## Data
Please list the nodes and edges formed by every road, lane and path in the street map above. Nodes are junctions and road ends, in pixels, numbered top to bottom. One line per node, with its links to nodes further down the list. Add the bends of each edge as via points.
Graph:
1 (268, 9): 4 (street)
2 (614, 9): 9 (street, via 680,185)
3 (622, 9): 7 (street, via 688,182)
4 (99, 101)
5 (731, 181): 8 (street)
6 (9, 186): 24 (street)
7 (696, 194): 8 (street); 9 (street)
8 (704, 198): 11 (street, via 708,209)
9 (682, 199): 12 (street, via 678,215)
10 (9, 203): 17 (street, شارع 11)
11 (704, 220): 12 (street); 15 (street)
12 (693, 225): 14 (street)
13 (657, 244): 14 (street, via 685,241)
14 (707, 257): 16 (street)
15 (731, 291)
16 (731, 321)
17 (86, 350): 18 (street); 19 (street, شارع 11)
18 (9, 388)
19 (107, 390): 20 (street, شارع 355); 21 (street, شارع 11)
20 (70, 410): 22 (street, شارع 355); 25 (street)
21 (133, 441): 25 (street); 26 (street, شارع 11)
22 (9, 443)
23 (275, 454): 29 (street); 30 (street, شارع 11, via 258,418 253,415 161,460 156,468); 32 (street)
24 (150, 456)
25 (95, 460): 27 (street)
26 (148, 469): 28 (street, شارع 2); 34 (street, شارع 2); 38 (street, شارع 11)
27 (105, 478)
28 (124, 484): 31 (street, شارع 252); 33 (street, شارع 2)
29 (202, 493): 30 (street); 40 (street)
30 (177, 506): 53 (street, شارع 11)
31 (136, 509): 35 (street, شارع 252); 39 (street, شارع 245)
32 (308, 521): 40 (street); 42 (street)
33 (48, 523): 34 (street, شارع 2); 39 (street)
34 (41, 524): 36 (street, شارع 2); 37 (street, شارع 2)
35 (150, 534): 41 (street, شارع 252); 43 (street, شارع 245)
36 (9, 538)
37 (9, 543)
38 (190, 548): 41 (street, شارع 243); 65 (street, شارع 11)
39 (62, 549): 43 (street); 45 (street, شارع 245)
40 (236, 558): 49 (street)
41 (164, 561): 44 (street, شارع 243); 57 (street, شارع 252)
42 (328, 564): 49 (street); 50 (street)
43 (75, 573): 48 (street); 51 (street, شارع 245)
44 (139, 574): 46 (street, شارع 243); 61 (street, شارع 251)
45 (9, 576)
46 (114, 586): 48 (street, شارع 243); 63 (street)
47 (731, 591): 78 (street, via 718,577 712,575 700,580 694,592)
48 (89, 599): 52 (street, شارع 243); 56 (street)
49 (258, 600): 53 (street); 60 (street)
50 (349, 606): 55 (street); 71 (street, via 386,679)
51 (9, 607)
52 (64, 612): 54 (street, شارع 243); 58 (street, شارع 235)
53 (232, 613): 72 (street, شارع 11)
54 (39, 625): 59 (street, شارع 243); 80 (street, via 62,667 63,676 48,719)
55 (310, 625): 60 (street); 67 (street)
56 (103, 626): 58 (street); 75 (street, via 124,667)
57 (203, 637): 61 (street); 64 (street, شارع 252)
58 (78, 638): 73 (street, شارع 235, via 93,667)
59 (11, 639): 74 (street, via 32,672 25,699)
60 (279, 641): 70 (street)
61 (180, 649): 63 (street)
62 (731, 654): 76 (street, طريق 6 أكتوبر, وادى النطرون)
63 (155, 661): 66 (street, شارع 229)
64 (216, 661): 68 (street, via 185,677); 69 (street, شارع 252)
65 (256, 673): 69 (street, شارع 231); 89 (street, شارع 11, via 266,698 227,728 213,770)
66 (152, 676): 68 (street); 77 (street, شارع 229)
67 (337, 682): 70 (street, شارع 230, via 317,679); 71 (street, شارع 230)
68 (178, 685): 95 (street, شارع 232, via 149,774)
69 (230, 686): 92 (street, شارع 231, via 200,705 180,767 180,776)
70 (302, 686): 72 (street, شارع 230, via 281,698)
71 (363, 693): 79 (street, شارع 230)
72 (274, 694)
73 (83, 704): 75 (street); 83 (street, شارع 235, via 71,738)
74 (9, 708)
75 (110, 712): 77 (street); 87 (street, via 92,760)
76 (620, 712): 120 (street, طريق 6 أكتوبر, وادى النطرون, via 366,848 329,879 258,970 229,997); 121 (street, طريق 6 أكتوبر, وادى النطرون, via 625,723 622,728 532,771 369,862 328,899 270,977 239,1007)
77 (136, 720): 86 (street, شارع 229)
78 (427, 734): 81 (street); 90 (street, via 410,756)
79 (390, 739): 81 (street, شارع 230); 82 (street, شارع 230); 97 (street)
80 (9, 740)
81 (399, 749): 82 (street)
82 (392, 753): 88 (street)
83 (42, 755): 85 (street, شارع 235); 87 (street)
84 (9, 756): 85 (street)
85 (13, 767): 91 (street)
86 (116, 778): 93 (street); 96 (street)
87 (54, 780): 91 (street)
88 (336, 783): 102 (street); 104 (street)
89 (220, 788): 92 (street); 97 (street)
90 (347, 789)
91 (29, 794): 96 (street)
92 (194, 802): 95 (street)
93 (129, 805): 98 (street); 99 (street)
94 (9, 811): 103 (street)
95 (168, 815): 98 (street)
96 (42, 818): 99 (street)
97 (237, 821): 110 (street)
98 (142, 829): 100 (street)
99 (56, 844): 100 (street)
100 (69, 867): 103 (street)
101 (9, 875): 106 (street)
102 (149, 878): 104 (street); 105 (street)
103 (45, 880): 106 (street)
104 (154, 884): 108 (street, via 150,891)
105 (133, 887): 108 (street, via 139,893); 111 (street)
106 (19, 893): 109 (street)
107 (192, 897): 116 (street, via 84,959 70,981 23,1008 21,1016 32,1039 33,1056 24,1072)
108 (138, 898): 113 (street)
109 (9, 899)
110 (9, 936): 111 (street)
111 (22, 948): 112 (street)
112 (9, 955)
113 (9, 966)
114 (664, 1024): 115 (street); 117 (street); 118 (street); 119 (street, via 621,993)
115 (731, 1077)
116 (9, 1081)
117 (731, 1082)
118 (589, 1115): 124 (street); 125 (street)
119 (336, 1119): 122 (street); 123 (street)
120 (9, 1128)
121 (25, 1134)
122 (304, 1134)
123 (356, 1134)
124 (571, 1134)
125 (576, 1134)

## Your task
Could you write out every entry above exactly as it appears?

## Answer box
Please list the nodes and edges formed by every road, lane and path in the street map above. Nodes are junctions and road ends, in pixels, numbered top to bottom. One line per node, with its links to nodes further down the list. Add the bends of each edge as via points.
Graph:
1 (268, 9): 4 (street)
2 (614, 9): 9 (street, via 680,185)
3 (622, 9): 7 (street, via 688,182)
4 (99, 101)
5 (731, 181): 8 (street)
6 (9, 186): 24 (street)
7 (696, 194): 8 (street); 9 (street)
8 (704, 198): 11 (street, via 708,209)
9 (682, 199): 12 (street, via 678,215)
10 (9, 203): 17 (street, شارع 11)
11 (704, 220): 12 (street); 15 (street)
12 (693, 225): 14 (street)
13 (657, 244): 14 (street, via 685,241)
14 (707, 257): 16 (street)
15 (731, 291)
16 (731, 321)
17 (86, 350): 18 (street); 19 (street, شارع 11)
18 (9, 388)
19 (107, 390): 20 (street, شارع 355); 21 (street, شارع 11)
20 (70, 410): 22 (street, شارع 355); 25 (street)
21 (133, 441): 25 (street); 26 (street, شارع 11)
22 (9, 443)
23 (275, 454): 29 (street); 30 (street, شارع 11, via 258,418 253,415 161,460 156,468); 32 (street)
24 (150, 456)
25 (95, 460): 27 (street)
26 (148, 469): 28 (street, شارع 2); 34 (street, شارع 2); 38 (street, شارع 11)
27 (105, 478)
28 (124, 484): 31 (street, شارع 252); 33 (street, شارع 2)
29 (202, 493): 30 (street); 40 (street)
30 (177, 506): 53 (street, شارع 11)
31 (136, 509): 35 (street, شارع 252); 39 (street, شارع 245)
32 (308, 521): 40 (street); 42 (street)
33 (48, 523): 34 (street, شارع 2); 39 (street)
34 (41, 524): 36 (street, شارع 2); 37 (street, شارع 2)
35 (150, 534): 41 (street, شارع 252); 43 (street, شارع 245)
36 (9, 538)
37 (9, 543)
38 (190, 548): 41 (street, شارع 243); 65 (street, شارع 11)
39 (62, 549): 43 (street); 45 (street, شارع 245)
40 (236, 558): 49 (street)
41 (164, 561): 44 (street, شارع 243); 57 (street, شارع 252)
42 (328, 564): 49 (street); 50 (street)
43 (75, 573): 48 (street); 51 (street, شارع 245)
44 (139, 574): 46 (street, شارع 243); 61 (street, شارع 251)
45 (9, 576)
46 (114, 586): 48 (street, شارع 243); 63 (street)
47 (731, 591): 78 (street, via 718,577 712,575 700,580 694,592)
48 (89, 599): 52 (street, شارع 243); 56 (street)
49 (258, 600): 53 (street); 60 (street)
50 (349, 606): 55 (street); 71 (street, via 386,679)
51 (9, 607)
52 (64, 612): 54 (street, شارع 243); 58 (street, شارع 235)
53 (232, 613): 72 (street, شارع 11)
54 (39, 625): 59 (street, شارع 243); 80 (street, via 62,667 63,676 48,719)
55 (310, 625): 60 (street); 67 (street)
56 (103, 626): 58 (street); 75 (street, via 124,667)
57 (203, 637): 61 (street); 64 (street, شارع 252)
58 (78, 638): 73 (street, شارع 235, via 93,667)
59 (11, 639): 74 (street, via 32,672 25,699)
60 (279, 641): 70 (street)
61 (180, 649): 63 (street)
62 (731, 654): 76 (street, طريق 6 أكتوبر, وادى النطرون)
63 (155, 661): 66 (street, شارع 229)
64 (216, 661): 68 (street, via 185,677); 69 (street, شارع 252)
65 (256, 673): 69 (street, شارع 231); 89 (street, شارع 11, via 266,698 227,728 213,770)
66 (152, 676): 68 (street); 77 (street, شارع 229)
67 (337, 682): 70 (street, شارع 230, via 317,679); 71 (street, شارع 230)
68 (178, 685): 95 (street, شارع 232, via 149,774)
69 (230, 686): 92 (street, شارع 231, via 200,705 180,767 180,776)
70 (302, 686): 72 (street, شارع 230, via 281,698)
71 (363, 693): 79 (street, شارع 230)
72 (274, 694)
73 (83, 704): 75 (street); 83 (street, شارع 235, via 71,738)
74 (9, 708)
75 (110, 712): 77 (street); 87 (street, via 92,760)
76 (620, 712): 120 (street, طريق 6 أكتوبر, وادى النطرون, via 366,848 329,879 258,970 229,997); 121 (street, طريق 6 أكتوبر, وادى النطرون, via 625,723 622,728 532,771 369,862 328,899 270,977 239,1007)
77 (136, 720): 86 (street, شارع 229)
78 (427, 734): 81 (street); 90 (street, via 410,756)
79 (390, 739): 81 (street, شارع 230); 82 (street, شارع 230); 97 (street)
80 (9, 740)
81 (399, 749): 82 (street)
82 (392, 753): 88 (street)
83 (42, 755): 85 (street, شارع 235); 87 (street)
84 (9, 756): 85 (street)
85 (13, 767): 91 (street)
86 (116, 778): 93 (street); 96 (street)
87 (54, 780): 91 (street)
88 (336, 783): 102 (street); 104 (street)
89 (220, 788): 92 (street); 97 (street)
90 (347, 789)
91 (29, 794): 96 (street)
92 (194, 802): 95 (street)
93 (129, 805): 98 (street); 99 (street)
94 (9, 811): 103 (street)
95 (168, 815): 98 (street)
96 (42, 818): 99 (street)
97 (237, 821): 110 (street)
98 (142, 829): 100 (street)
99 (56, 844): 100 (street)
100 (69, 867): 103 (street)
101 (9, 875): 106 (street)
102 (149, 878): 104 (street); 105 (street)
103 (45, 880): 106 (street)
104 (154, 884): 108 (street, via 150,891)
105 (133, 887): 108 (street, via 139,893); 111 (street)
106 (19, 893): 109 (street)
107 (192, 897): 116 (street, via 84,959 70,981 23,1008 21,1016 32,1039 33,1056 24,1072)
108 (138, 898): 113 (street)
109 (9, 899)
110 (9, 936): 111 (street)
111 (22, 948): 112 (street)
112 (9, 955)
113 (9, 966)
114 (664, 1024): 115 (street); 117 (street); 118 (street); 119 (street, via 621,993)
115 (731, 1077)
116 (9, 1081)
117 (731, 1082)
118 (589, 1115): 124 (street); 125 (street)
119 (336, 1119): 122 (street); 123 (street)
120 (9, 1128)
121 (25, 1134)
122 (304, 1134)
123 (356, 1134)
124 (571, 1134)
125 (576, 1134)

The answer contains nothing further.